STUDY MATERIAL -
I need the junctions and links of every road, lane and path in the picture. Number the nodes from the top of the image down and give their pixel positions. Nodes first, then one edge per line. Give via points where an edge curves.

...

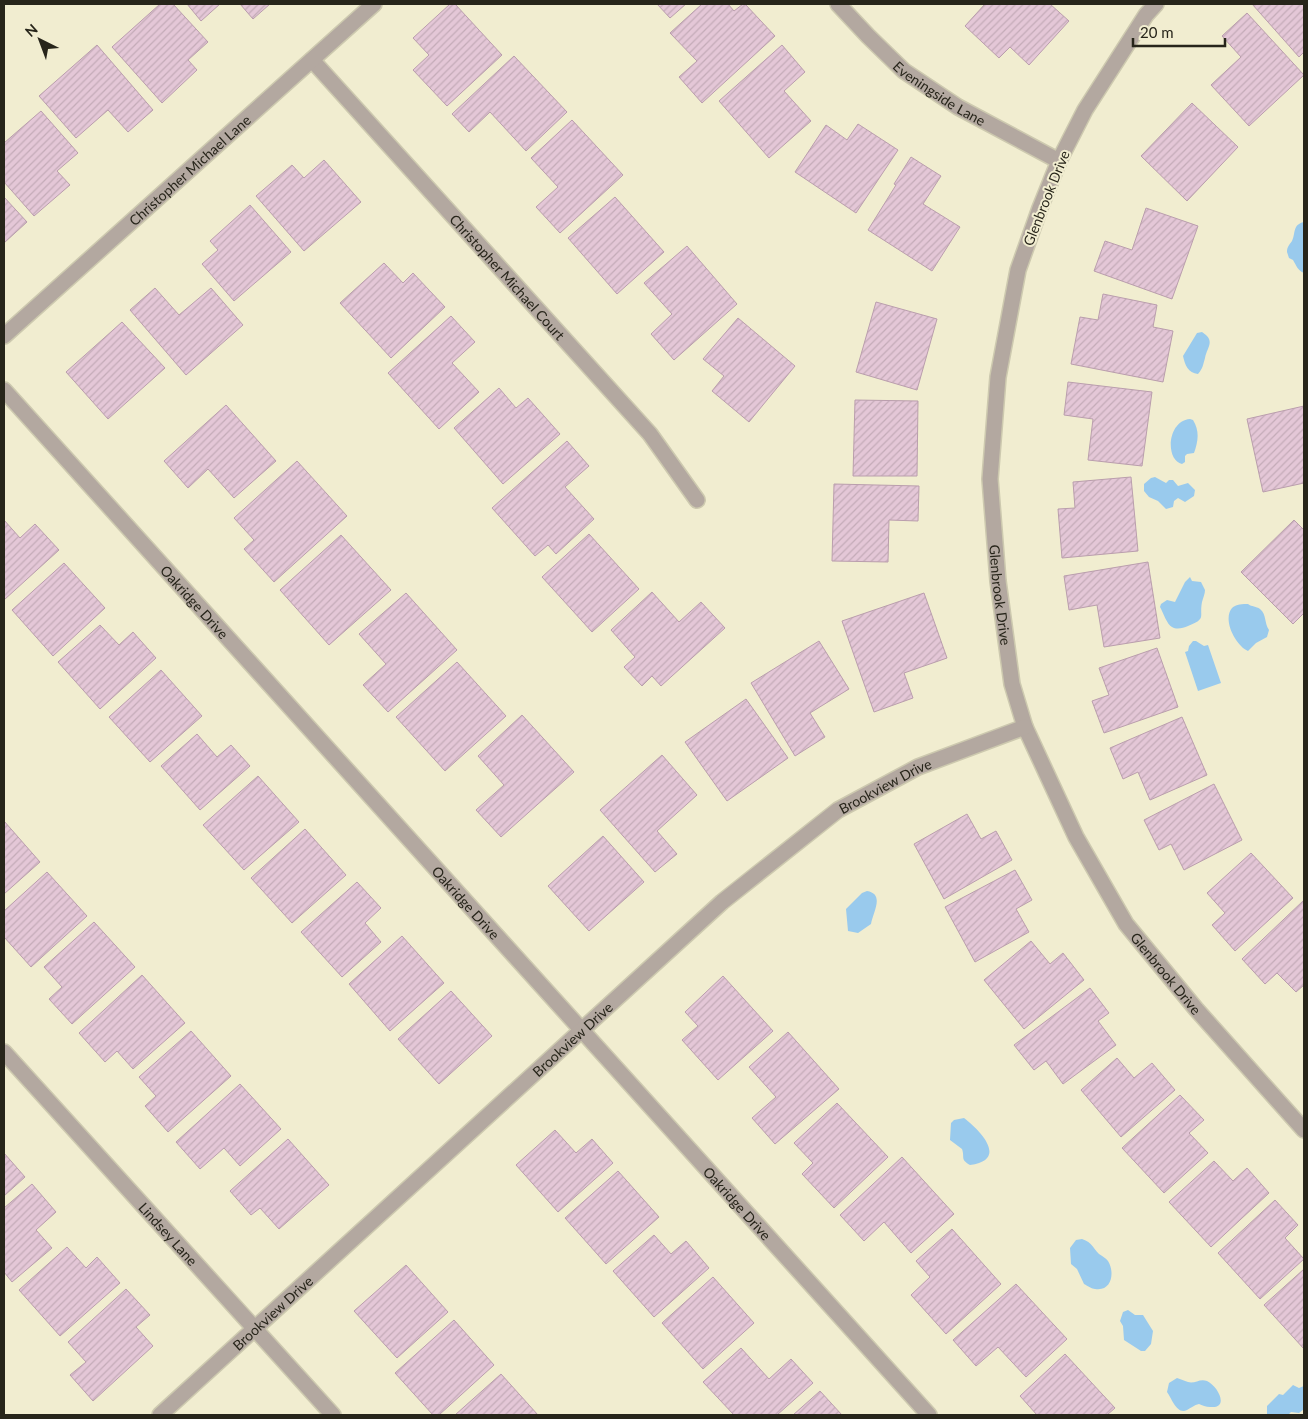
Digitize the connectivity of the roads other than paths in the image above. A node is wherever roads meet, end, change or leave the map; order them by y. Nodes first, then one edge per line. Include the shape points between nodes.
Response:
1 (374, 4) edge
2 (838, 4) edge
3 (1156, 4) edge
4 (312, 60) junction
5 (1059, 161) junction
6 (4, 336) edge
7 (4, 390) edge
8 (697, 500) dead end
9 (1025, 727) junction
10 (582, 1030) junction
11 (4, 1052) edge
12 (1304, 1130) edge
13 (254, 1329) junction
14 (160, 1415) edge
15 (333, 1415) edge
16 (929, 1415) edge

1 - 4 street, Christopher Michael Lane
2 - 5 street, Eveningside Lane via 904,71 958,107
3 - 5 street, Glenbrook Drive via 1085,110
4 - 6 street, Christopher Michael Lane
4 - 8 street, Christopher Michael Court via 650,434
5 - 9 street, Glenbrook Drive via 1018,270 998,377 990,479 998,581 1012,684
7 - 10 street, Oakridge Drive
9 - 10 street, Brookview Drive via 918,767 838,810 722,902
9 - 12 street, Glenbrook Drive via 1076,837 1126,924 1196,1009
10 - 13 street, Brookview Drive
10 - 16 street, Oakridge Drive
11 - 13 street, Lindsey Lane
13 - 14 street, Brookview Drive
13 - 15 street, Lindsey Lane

==

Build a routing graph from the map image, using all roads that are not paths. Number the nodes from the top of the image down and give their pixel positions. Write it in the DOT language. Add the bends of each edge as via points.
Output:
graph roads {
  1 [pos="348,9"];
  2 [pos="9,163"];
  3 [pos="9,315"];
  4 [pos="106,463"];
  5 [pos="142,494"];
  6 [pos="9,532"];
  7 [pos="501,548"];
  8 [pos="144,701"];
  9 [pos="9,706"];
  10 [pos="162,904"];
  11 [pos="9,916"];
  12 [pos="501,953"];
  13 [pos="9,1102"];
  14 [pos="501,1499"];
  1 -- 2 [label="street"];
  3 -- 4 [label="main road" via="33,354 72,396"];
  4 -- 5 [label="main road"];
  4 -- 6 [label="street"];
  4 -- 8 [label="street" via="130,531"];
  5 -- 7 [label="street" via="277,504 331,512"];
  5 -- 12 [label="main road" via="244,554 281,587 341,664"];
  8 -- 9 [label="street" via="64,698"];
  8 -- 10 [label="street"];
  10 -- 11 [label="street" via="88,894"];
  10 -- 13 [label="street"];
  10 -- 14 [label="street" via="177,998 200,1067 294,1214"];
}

WHAT THIS TASK INVOLVES - Work out the number of lines in the records that contain the string "their". Nothing but that number should be sent back.

ANSWER BOX - 2